Lieberman’s first years in Connecticut Democratic politics as a state legislator and then state attorney general were reasonably conventional. He was known for a particular interest in civil rights and environmental protection, and his identity as an observant Orthodox Jew also drew attention. But in 1988, the Democrat used unconventional tactics in his challenge to Republican U.S. senator Lowell Weicker. Lieberman positioned himself to the incumbent’s right on selected issues, like Ronald Reagan’s military operations against Libya and Grenada. He also capitalized on longtime conservative resentment of his moderate opponent, winning prized endorsements from William F. and James Buckley, icons of the right. Lieberman won the race narrowly in an upset.
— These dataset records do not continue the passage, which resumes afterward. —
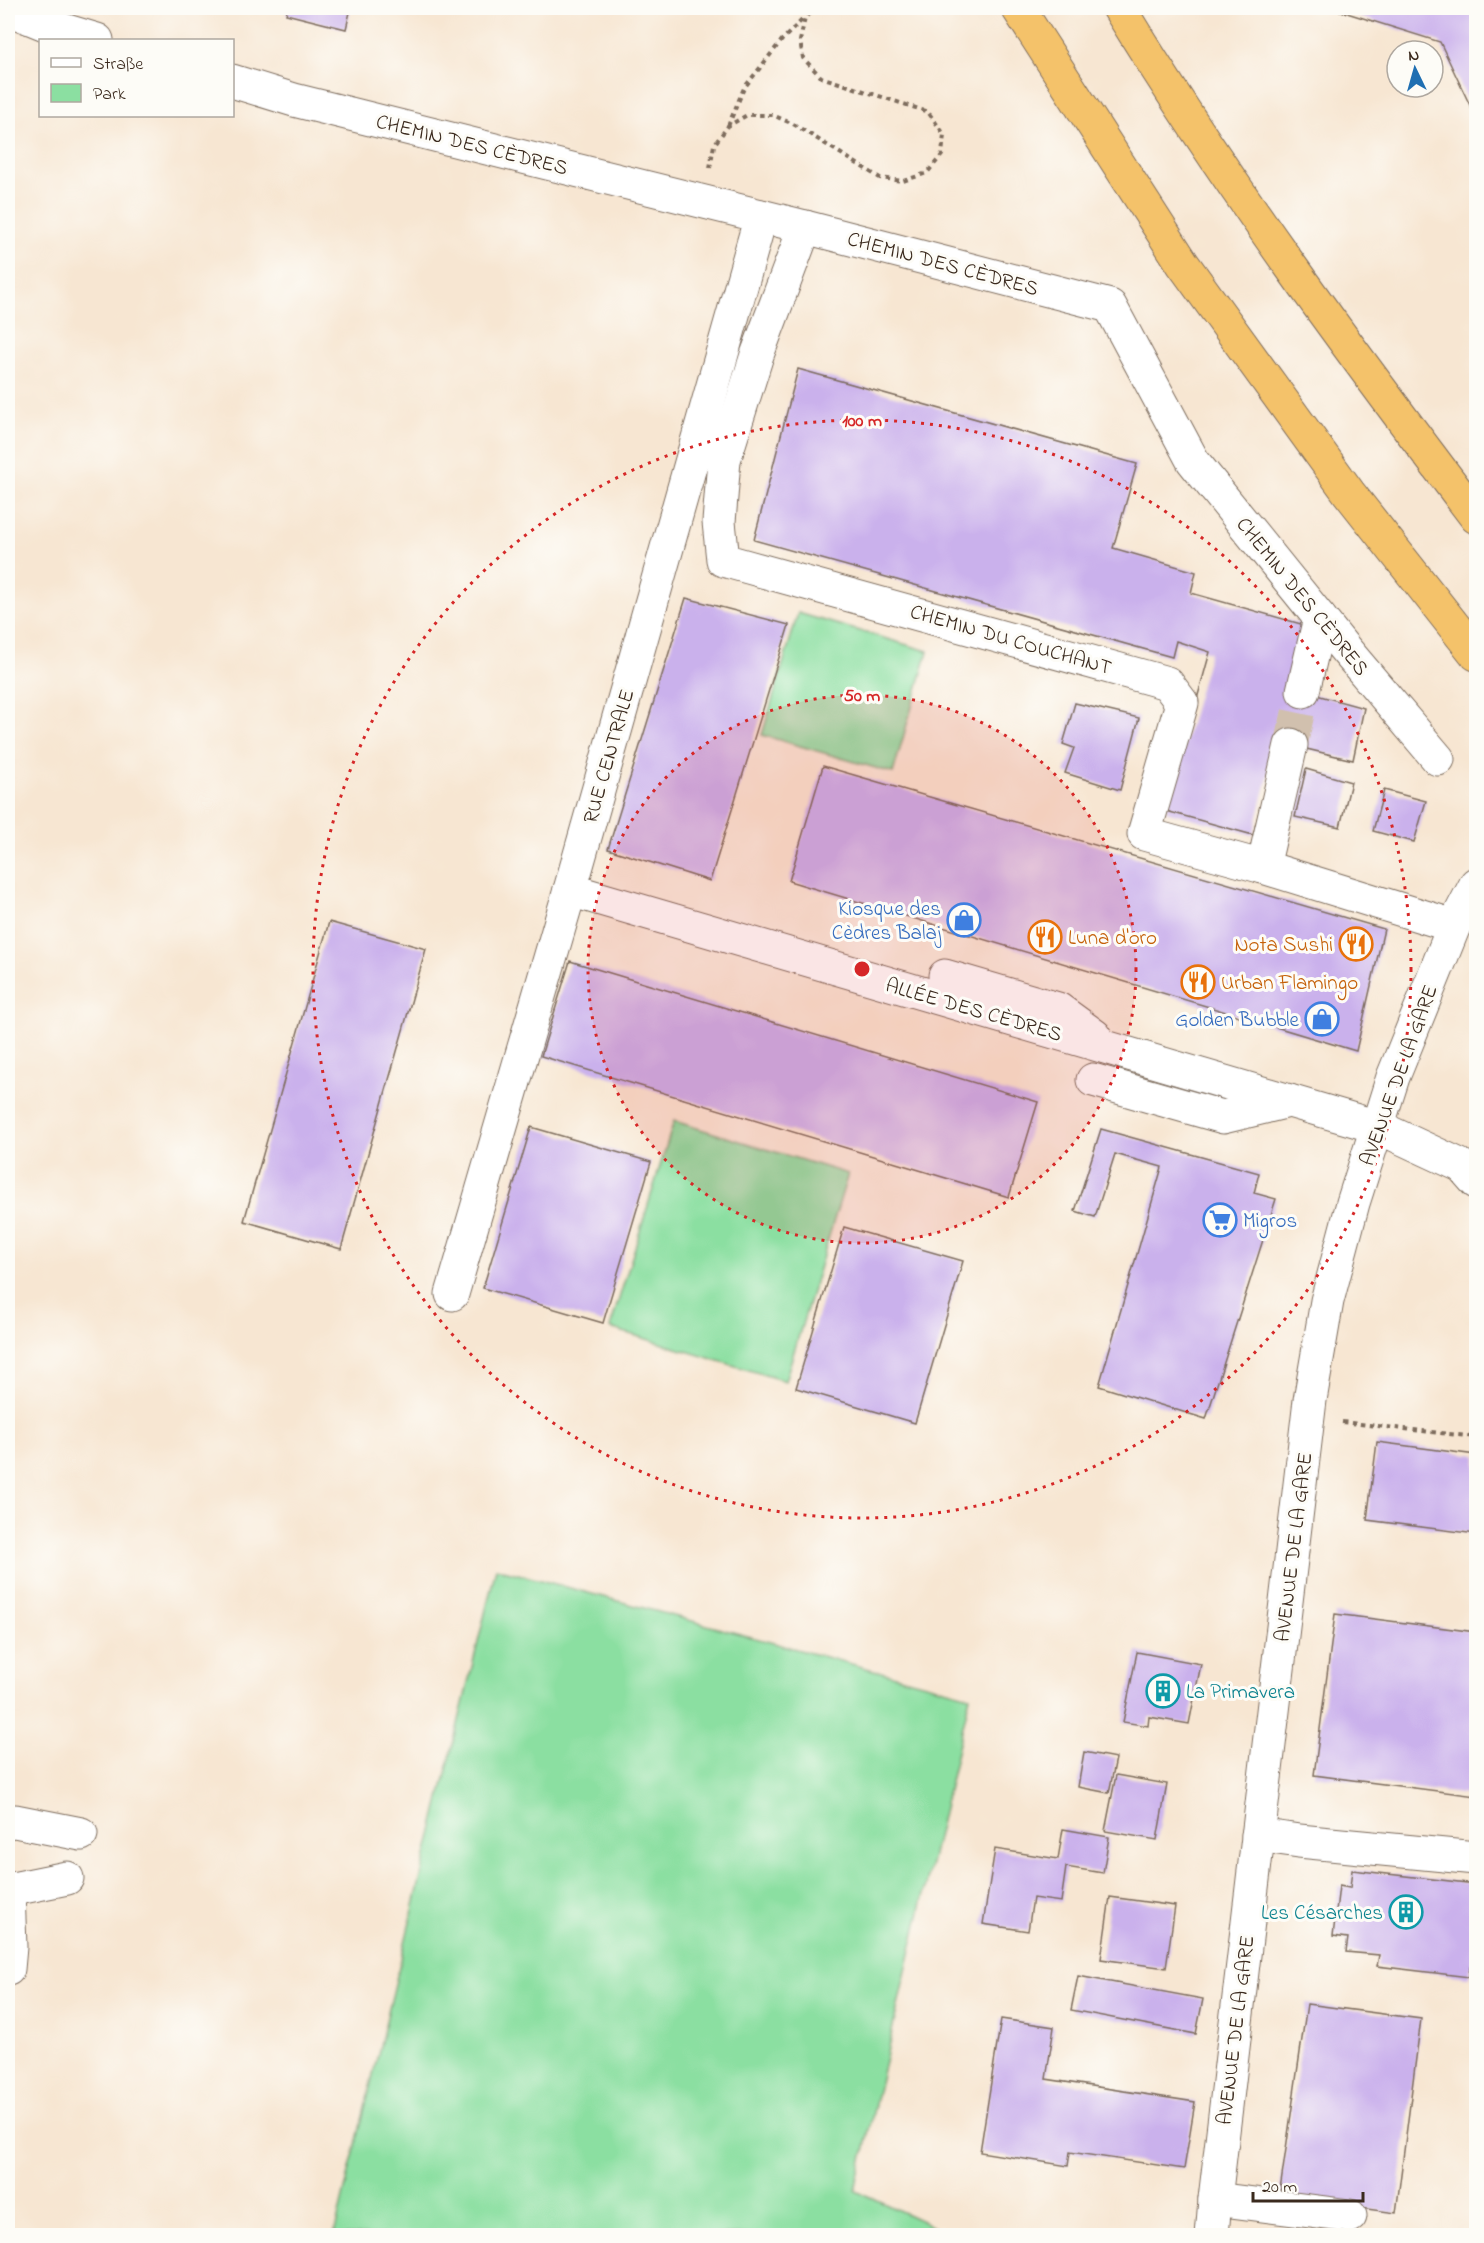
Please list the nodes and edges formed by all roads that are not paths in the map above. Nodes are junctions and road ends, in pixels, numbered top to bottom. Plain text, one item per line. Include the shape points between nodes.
1 (1018, 8) edge
2 (1119, 8) edge
3 (8, 9) edge
4 (94, 39) edge
5 (234, 82) edge
6 (761, 216) junction
7 (805, 227) junction
8 (1476, 517) edge
9 (1320, 618) junction
10 (1476, 654) edge
11 (1304, 691) tunnel mouth
12 (1291, 745) tunnel mouth
13 (1438, 759) dead end
14 (1263, 867) junction
15 (1476, 884) edge
16 (570, 890) junction
17 (1454, 926) junction
18 (945, 976) dead end
19 (1114, 1050) junction
20 (1093, 1080) dead end
21 (1290, 1101) junction
22 (1378, 1127) junction
23 (1476, 1182) edge
24 (452, 1294) dead end
25 (8, 1822) edge
26 (81, 1834) dead end
27 (1258, 1835) junction
28 (1476, 1858) edge
29 (66, 1878) dead end
30 (8, 1890) edge
31 (8, 1968) edge
32 (1215, 2199) junction
33 (1350, 2216) dead end
34 (1212, 2235) edge

1 - 10 highway via 1183,264 1349,493
2 - 8 highway via 1221,166 1317,304
3 - 4 street
5 - 6 street, CHEMIN DES CÈDRES via 304,103
6 - 7 street, CHEMIN DES CÈDRES
6 - 16 street, RUE CENTRALE
7 - 9 street, CHEMIN DES CÈDRES via 1110,306 1193,461
7 - 14 street, CHEMIN DU COUCHANT via 724,460 719,522 723,560 1167,683 1182,703 1144,834
9 - 11 street
9 - 13 street, CHEMIN DES CÈDRES
12 - 14 street
14 - 17 street, CHEMIN DU COUCHANT
15 - 17 street, AVENUE DE LA GARE
16 - 19 street, ALLÉE DES CÈDRES
16 - 24 street, RUE CENTRALE
17 - 22 street, AVENUE DE LA GARE
18 - 19 street via 1058,1009
19 - 21 street, ALLÉE DES CÈDRES
20 - 21 street via 1223,1117
21 - 22 street, ALLÉE DES CÈDRES
22 - 23 street, ALLÉE DES CÈDRES via 1462,1166
22 - 27 street, AVENUE DE LA GARE via 1327,1301 1308,1419
25 - 26 street
27 - 28 street
27 - 32 street, AVENUE DE LA GARE
29 - 30 street
30 - 31 street
32 - 33 street
32 - 34 street, AVENUE DE LA GARE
Almost immediately, Senator Lieberman became closely associated with the Democratic Leadership Council. The group of mostly moderate elected officials focused on restoring the national political viability of a party that had lost five of the six previous presidential elections; it soon produced a president in Bill Clinton. Lieberman became probably the most systematically pro-Clinton (or in the parlance of the time, “New Democrat”) member of Congress. This gave his 1998 Senate speech condemning the then-president’s behavior in the Monica Lewinsky scandal as “immoral” and “harmful” a special bite. He probably did Clinton a favor by setting the table for a reprimand that fell short of impeachment and removal, but without question, the narrative was born of Lieberman being disloyal to his party.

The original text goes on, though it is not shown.